» Activity
The material must be copied out exactly, line for line.

» Excerpted records

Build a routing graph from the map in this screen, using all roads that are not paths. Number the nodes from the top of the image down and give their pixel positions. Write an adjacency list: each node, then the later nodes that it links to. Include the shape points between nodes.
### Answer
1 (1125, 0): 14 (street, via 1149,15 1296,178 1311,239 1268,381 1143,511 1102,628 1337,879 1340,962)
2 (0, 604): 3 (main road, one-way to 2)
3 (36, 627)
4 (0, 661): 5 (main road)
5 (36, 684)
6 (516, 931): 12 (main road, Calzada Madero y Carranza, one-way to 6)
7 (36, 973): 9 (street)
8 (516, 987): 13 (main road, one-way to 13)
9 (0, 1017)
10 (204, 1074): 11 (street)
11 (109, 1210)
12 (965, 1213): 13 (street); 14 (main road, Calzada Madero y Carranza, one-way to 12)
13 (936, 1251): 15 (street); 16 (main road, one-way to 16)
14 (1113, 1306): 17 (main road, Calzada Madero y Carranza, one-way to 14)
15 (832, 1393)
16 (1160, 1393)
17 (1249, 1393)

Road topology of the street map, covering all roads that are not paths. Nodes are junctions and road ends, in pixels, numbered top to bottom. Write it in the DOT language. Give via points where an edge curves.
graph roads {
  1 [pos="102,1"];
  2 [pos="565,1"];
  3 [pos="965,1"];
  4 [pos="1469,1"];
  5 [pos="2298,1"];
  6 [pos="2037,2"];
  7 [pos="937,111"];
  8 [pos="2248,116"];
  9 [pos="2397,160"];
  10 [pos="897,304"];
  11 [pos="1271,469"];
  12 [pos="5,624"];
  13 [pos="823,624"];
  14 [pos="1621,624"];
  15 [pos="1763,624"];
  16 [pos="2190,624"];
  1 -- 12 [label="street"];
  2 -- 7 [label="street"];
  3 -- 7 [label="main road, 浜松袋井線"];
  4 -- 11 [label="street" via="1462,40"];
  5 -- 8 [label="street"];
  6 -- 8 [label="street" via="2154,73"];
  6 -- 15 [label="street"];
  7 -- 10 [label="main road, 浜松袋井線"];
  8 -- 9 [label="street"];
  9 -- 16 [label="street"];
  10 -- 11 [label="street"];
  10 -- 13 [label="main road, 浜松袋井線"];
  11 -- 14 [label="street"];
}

» Result below
Build a routing graph from the map in this screen, using all roads that are not paths. Number the nodes from the top of the image down and give their pixel positions. Write an adjacency list: each node, then the later nodes that it links to. Include the shape points between nodes.
### Answer
1 (1125, 0): 14 (street, via 1149,15 1296,178 1311,239 1268,381 1143,511 1102,628 1337,879 1340,962)
2 (0, 604): 3 (main road, one-way to 2)
3 (36, 627)
4 (0, 661): 5 (main road)
5 (36, 684)
6 (516, 931): 12 (main road, Calzada Madero y Carranza, one-way to 6)
7 (36, 973): 9 (street)
8 (516, 987): 13 (main road, one-way to 13)
9 (0, 1017)
10 (204, 1074): 11 (street)
11 (109, 1210)
12 (965, 1213): 13 (street); 14 (main road, Calzada Madero y Carranza, one-way to 12)
13 (936, 1251): 15 (street); 16 (main road, one-way to 16)
14 (1113, 1306): 17 (main road, Calzada Madero y Carranza, one-way to 14)
15 (832, 1393)
16 (1160, 1393)
17 (1249, 1393)

Road topology of the street map, covering all roads that are not paths. Nodes are junctions and road ends, in pixels, numbered top to bottom. Write it in the DOT language. Give via points where an edge curves.
graph roads {
  1 [pos="102,1"];
  2 [pos="565,1"];
  3 [pos="965,1"];
  4 [pos="1469,1"];
  5 [pos="2298,1"];
  6 [pos="2037,2"];
  7 [pos="937,111"];
  8 [pos="2248,116"];
  9 [pos="2397,160"];
  10 [pos="897,304"];
  11 [pos="1271,469"];
  12 [pos="5,624"];
  13 [pos="823,624"];
  14 [pos="1621,624"];
  15 [pos="1763,624"];
  16 [pos="2190,624"];
  1 -- 12 [label="street"];
  2 -- 7 [label="street"];
  3 -- 7 [label="main road, 浜松袋井線"];
  4 -- 11 [label="street" via="1462,40"];
  5 -- 8 [label="street"];
  6 -- 8 [label="street" via="2154,73"];
  6 -- 15 [label="street"];
  7 -- 10 [label="main road, 浜松袋井線"];
  8 -- 9 [label="street"];
  9 -- 16 [label="street"];
  10 -- 11 [label="street"];
  10 -- 13 [label="main road, 浜松袋井線"];
  11 -- 14 [label="street"];
}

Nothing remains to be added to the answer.